[EXERCISE]: Could you repeat the whole listing below exactly as it stands?

[SOURCE INFORMATION]:
=== Begin Enclosure ===
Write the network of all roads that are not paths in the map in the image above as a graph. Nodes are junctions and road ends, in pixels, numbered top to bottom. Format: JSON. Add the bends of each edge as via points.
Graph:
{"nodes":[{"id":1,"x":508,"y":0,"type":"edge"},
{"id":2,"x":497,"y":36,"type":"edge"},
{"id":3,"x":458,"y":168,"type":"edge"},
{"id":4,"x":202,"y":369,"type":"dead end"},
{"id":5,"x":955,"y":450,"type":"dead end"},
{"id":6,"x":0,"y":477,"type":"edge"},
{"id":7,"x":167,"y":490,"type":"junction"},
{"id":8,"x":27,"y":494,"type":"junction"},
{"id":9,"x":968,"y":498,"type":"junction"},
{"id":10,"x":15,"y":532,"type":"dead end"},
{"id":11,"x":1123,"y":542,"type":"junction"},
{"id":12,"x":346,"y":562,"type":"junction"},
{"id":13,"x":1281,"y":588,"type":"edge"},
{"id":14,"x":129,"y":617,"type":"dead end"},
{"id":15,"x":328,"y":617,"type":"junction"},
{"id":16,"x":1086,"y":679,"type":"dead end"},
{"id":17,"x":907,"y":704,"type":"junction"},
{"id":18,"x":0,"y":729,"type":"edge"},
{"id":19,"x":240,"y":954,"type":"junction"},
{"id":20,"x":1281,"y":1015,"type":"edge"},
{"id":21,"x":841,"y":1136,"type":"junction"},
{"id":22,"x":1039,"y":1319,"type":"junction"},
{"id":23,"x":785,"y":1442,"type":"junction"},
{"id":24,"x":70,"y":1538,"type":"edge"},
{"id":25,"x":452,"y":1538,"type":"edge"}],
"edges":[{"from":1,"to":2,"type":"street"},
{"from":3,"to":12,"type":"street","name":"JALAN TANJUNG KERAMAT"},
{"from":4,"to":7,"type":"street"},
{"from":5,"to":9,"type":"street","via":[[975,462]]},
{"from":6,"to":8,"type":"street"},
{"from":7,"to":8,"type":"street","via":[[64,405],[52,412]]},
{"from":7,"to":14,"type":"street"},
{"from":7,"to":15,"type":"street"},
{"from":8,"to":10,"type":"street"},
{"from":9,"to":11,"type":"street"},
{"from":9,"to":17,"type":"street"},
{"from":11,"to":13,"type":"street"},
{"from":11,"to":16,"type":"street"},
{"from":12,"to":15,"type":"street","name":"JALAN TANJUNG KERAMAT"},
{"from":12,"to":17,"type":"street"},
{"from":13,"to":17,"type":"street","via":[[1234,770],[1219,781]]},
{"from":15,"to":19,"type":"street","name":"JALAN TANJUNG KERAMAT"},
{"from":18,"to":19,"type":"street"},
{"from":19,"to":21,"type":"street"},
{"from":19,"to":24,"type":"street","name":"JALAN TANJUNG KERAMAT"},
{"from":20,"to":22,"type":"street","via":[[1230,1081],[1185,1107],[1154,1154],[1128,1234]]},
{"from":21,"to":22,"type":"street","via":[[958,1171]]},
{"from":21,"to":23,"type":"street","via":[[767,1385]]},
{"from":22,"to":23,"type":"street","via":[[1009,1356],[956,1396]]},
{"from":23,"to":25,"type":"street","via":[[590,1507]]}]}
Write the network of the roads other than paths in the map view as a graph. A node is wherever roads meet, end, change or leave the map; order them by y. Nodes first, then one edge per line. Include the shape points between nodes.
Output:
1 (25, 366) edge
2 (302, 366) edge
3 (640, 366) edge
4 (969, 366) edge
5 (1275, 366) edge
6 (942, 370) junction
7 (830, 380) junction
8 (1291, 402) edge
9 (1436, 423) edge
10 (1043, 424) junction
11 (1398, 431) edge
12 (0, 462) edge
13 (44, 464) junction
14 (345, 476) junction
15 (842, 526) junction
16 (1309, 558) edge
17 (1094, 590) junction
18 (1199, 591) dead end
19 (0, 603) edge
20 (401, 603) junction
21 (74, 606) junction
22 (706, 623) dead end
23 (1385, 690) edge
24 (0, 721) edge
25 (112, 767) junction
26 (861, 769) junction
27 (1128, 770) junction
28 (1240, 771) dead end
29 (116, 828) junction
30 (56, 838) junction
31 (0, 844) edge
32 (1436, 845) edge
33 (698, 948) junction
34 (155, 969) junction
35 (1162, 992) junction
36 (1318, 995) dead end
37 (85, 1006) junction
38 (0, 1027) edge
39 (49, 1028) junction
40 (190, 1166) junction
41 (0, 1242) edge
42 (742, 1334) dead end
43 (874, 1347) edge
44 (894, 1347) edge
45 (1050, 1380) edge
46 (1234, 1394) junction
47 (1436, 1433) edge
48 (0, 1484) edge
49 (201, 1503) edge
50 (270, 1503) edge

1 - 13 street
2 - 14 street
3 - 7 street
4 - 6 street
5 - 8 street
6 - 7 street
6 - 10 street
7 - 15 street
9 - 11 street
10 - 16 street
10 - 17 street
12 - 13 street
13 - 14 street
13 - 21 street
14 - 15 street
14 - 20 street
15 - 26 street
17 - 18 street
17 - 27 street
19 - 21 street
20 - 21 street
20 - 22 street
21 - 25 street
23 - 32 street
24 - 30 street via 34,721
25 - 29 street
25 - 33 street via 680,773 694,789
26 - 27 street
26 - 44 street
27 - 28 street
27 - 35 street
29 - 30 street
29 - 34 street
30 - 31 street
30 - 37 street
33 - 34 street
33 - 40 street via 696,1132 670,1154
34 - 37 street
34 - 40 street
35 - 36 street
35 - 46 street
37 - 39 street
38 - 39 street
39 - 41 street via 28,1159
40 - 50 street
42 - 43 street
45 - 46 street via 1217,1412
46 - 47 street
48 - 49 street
=== End Enclosure ===
[ANSWER SECTION]:
Write the network of all roads that are not paths in the map in the image above as a graph. Nodes are junctions and road ends, in pixels, numbered top to bottom. Format: JSON. Add the bends of each edge as via points.
Graph:
{"nodes":[{"id":1,"x":508,"y":0,"type":"edge"},
{"id":2,"x":497,"y":36,"type":"edge"},
{"id":3,"x":458,"y":168,"type":"edge"},
{"id":4,"x":202,"y":369,"type":"dead end"},
{"id":5,"x":955,"y":450,"type":"dead end"},
{"id":6,"x":0,"y":477,"type":"edge"},
{"id":7,"x":167,"y":490,"type":"junction"},
{"id":8,"x":27,"y":494,"type":"junction"},
{"id":9,"x":968,"y":498,"type":"junction"},
{"id":10,"x":15,"y":532,"type":"dead end"},
{"id":11,"x":1123,"y":542,"type":"junction"},
{"id":12,"x":346,"y":562,"type":"junction"},
{"id":13,"x":1281,"y":588,"type":"edge"},
{"id":14,"x":129,"y":617,"type":"dead end"},
{"id":15,"x":328,"y":617,"type":"junction"},
{"id":16,"x":1086,"y":679,"type":"dead end"},
{"id":17,"x":907,"y":704,"type":"junction"},
{"id":18,"x":0,"y":729,"type":"edge"},
{"id":19,"x":240,"y":954,"type":"junction"},
{"id":20,"x":1281,"y":1015,"type":"edge"},
{"id":21,"x":841,"y":1136,"type":"junction"},
{"id":22,"x":1039,"y":1319,"type":"junction"},
{"id":23,"x":785,"y":1442,"type":"junction"},
{"id":24,"x":70,"y":1538,"type":"edge"},
{"id":25,"x":452,"y":1538,"type":"edge"}],
"edges":[{"from":1,"to":2,"type":"street"},
{"from":3,"to":12,"type":"street","name":"JALAN TANJUNG KERAMAT"},
{"from":4,"to":7,"type":"street"},
{"from":5,"to":9,"type":"street","via":[[975,462]]},
{"from":6,"to":8,"type":"street"},
{"from":7,"to":8,"type":"street","via":[[64,405],[52,412]]},
{"from":7,"to":14,"type":"street"},
{"from":7,"to":15,"type":"street"},
{"from":8,"to":10,"type":"street"},
{"from":9,"to":11,"type":"street"},
{"from":9,"to":17,"type":"street"},
{"from":11,"to":13,"type":"street"},
{"from":11,"to":16,"type":"street"},
{"from":12,"to":15,"type":"street","name":"JALAN TANJUNG KERAMAT"},
{"from":12,"to":17,"type":"street"},
{"from":13,"to":17,"type":"street","via":[[1234,770],[1219,781]]},
{"from":15,"to":19,"type":"street","name":"JALAN TANJUNG KERAMAT"},
{"from":18,"to":19,"type":"street"},
{"from":19,"to":21,"type":"street"},
{"from":19,"to":24,"type":"street","name":"JALAN TANJUNG KERAMAT"},
{"from":20,"to":22,"type":"street","via":[[1230,1081],[1185,1107],[1154,1154],[1128,1234]]},
{"from":21,"to":22,"type":"street","via":[[958,1171]]},
{"from":21,"to":23,"type":"street","via":[[767,1385]]},
{"from":22,"to":23,"type":"street","via":[[1009,1356],[956,1396]]},
{"from":23,"to":25,"type":"street","via":[[590,1507]]}]}
Write the network of the roads other than paths in the map view as a graph. A node is wherever roads meet, end, change or leave the map; order them by y. Nodes first, then one edge per line. Include the shape points between nodes.
Output:
1 (25, 366) edge
2 (302, 366) edge
3 (640, 366) edge
4 (969, 366) edge
5 (1275, 366) edge
6 (942, 370) junction
7 (830, 380) junction
8 (1291, 402) edge
9 (1436, 423) edge
10 (1043, 424) junction
11 (1398, 431) edge
12 (0, 462) edge
13 (44, 464) junction
14 (345, 476) junction
15 (842, 526) junction
16 (1309, 558) edge
17 (1094, 590) junction
18 (1199, 591) dead end
19 (0, 603) edge
20 (401, 603) junction
21 (74, 606) junction
22 (706, 623) dead end
23 (1385, 690) edge
24 (0, 721) edge
25 (112, 767) junction
26 (861, 769) junction
27 (1128, 770) junction
28 (1240, 771) dead end
29 (116, 828) junction
30 (56, 838) junction
31 (0, 844) edge
32 (1436, 845) edge
33 (698, 948) junction
34 (155, 969) junction
35 (1162, 992) junction
36 (1318, 995) dead end
37 (85, 1006) junction
38 (0, 1027) edge
39 (49, 1028) junction
40 (190, 1166) junction
41 (0, 1242) edge
42 (742, 1334) dead end
43 (874, 1347) edge
44 (894, 1347) edge
45 (1050, 1380) edge
46 (1234, 1394) junction
47 (1436, 1433) edge
48 (0, 1484) edge
49 (201, 1503) edge
50 (270, 1503) edge

1 - 13 street
2 - 14 street
3 - 7 street
4 - 6 street
5 - 8 street
6 - 7 street
6 - 10 street
7 - 15 street
9 - 11 street
10 - 16 street
10 - 17 street
12 - 13 street
13 - 14 street
13 - 21 street
14 - 15 street
14 - 20 street
15 - 26 street
17 - 18 street
17 - 27 street
19 - 21 street
20 - 21 street
20 - 22 street
21 - 25 street
23 - 32 street
24 - 30 street via 34,721
25 - 29 street
25 - 33 street via 680,773 694,789
26 - 27 street
26 - 44 street
27 - 28 street
27 - 35 street
29 - 30 street
29 - 34 street
30 - 31 street
30 - 37 street
33 - 34 street
33 - 40 street via 696,1132 670,1154
34 - 37 street
34 - 40 street
35 - 36 street
35 - 46 street
37 - 39 street
38 - 39 street
39 - 41 street via 28,1159
40 - 50 street
42 - 43 street
45 - 46 street via 1217,1412
46 - 47 street
48 - 49 street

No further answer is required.